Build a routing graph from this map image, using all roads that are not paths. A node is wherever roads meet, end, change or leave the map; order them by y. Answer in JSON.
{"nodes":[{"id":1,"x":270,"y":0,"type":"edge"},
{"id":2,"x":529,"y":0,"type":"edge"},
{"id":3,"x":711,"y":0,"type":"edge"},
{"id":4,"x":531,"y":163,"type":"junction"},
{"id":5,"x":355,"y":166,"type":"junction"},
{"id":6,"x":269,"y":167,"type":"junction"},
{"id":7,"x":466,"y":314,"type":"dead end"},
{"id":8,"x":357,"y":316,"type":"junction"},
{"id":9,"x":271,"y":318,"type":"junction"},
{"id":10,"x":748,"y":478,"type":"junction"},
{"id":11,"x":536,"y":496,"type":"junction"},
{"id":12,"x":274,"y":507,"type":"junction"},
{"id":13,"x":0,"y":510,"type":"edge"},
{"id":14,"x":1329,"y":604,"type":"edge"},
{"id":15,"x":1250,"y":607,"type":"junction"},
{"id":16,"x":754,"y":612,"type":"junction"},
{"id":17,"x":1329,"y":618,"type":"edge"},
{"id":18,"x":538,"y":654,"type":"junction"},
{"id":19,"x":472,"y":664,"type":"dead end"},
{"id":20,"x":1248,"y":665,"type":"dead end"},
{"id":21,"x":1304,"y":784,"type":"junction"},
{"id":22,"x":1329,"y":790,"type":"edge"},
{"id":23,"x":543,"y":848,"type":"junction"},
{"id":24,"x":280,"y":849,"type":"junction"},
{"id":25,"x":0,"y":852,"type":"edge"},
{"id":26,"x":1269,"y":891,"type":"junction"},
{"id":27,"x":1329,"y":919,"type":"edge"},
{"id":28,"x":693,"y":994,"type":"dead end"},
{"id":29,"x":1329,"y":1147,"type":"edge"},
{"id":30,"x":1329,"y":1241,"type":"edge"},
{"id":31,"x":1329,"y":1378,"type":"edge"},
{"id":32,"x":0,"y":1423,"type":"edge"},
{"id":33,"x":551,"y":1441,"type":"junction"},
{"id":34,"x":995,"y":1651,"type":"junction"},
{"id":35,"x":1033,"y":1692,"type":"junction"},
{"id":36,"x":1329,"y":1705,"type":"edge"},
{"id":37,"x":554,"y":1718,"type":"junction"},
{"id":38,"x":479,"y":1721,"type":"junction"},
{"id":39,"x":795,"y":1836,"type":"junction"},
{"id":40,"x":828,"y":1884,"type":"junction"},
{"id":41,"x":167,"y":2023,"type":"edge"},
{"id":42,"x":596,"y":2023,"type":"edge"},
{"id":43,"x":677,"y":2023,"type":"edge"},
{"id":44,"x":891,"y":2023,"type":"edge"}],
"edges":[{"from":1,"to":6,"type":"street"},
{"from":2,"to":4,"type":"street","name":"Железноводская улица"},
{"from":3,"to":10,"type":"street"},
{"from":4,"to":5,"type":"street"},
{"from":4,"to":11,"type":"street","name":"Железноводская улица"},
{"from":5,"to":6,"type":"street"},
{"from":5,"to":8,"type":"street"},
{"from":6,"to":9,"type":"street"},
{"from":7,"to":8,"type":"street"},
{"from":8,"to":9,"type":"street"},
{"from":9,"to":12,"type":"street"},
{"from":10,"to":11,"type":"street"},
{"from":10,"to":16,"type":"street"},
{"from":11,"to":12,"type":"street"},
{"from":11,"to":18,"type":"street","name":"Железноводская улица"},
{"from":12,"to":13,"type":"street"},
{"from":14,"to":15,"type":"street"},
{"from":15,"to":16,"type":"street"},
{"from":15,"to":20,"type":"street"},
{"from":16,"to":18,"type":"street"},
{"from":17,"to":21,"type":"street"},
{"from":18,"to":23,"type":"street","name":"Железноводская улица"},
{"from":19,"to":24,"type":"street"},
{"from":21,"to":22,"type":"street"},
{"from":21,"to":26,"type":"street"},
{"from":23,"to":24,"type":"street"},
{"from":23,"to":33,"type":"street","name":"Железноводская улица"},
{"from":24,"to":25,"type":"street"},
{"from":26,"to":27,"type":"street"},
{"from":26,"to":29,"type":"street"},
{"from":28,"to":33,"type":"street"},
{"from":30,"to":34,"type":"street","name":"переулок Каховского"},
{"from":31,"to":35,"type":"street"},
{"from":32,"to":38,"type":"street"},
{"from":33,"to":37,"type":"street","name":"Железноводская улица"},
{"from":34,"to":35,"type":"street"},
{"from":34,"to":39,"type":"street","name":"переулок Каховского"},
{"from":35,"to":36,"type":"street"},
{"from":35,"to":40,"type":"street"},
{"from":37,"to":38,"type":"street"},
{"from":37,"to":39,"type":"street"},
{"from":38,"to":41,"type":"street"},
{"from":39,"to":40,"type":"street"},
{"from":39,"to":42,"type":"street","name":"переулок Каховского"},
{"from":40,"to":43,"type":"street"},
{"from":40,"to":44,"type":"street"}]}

========================

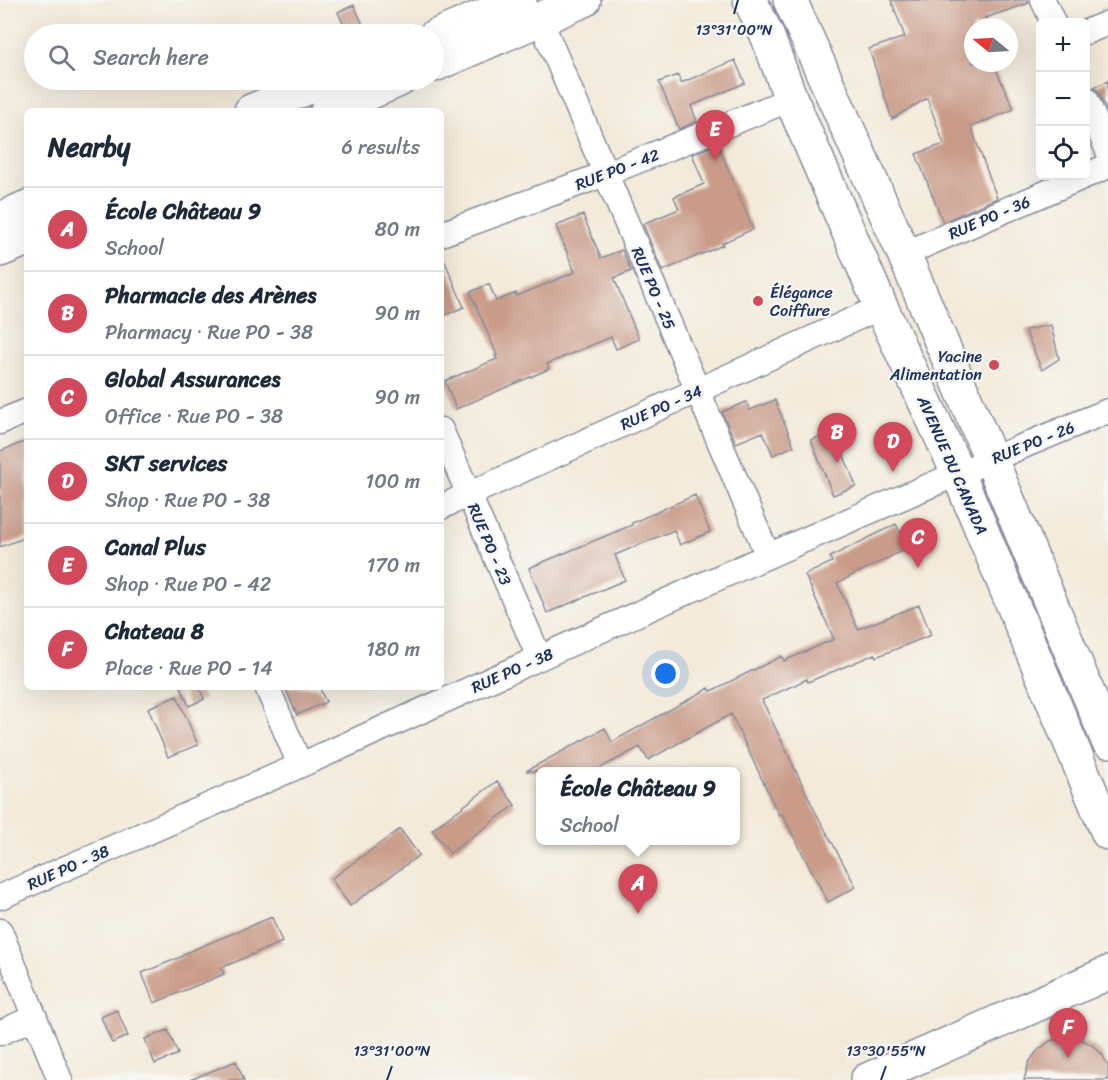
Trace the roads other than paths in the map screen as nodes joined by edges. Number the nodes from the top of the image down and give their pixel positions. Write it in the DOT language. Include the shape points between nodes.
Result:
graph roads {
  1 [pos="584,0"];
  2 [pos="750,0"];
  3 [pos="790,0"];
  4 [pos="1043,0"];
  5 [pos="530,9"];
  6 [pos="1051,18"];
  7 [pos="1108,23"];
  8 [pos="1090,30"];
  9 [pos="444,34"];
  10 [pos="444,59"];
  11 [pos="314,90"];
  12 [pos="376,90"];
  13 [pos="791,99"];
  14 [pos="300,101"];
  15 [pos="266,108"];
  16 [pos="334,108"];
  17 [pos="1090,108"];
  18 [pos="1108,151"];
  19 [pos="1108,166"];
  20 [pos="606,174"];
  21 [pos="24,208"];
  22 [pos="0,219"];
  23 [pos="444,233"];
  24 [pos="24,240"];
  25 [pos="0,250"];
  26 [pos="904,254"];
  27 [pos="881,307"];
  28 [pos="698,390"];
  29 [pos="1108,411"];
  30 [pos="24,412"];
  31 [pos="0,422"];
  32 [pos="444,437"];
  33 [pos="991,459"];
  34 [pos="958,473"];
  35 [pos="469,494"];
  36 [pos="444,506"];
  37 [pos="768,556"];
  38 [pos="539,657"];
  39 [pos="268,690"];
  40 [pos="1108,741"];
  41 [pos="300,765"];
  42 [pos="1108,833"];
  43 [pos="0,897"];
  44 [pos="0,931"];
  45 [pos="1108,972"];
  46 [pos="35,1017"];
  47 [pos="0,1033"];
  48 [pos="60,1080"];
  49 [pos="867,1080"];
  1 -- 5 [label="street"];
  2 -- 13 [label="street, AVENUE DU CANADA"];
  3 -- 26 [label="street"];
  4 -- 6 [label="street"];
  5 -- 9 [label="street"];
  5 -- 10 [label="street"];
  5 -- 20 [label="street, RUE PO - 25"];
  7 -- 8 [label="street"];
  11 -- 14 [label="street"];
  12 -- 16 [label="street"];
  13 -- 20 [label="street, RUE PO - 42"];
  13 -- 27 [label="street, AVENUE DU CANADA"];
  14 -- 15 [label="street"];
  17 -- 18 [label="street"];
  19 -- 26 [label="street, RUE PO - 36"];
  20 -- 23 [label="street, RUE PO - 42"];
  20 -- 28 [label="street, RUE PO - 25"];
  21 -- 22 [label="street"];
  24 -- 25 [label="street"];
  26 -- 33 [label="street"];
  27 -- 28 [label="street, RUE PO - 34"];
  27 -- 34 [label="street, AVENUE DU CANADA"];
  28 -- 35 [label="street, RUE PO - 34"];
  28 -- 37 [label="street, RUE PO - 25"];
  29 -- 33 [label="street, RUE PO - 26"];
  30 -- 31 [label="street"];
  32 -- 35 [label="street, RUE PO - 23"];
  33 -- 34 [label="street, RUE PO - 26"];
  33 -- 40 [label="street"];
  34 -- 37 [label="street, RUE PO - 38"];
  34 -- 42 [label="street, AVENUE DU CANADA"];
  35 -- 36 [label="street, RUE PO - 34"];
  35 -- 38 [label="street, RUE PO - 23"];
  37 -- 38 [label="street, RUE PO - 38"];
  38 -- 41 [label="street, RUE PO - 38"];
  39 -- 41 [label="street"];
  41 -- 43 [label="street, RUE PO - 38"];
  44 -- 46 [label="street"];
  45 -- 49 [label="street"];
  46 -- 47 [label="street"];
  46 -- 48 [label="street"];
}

========================

- _Requirement_: All lines with the word "edges" need to be copied from the data above.

- _Result of the exercise_:
"edges":[{"from":1,"to":6,"type":"street"},
Trace the roads other than paths in the map screen as nodes joined by edges. Number the nodes from the top of the image down and give their pixel positions. Write it in the DOT language. Include the shape points between nodes.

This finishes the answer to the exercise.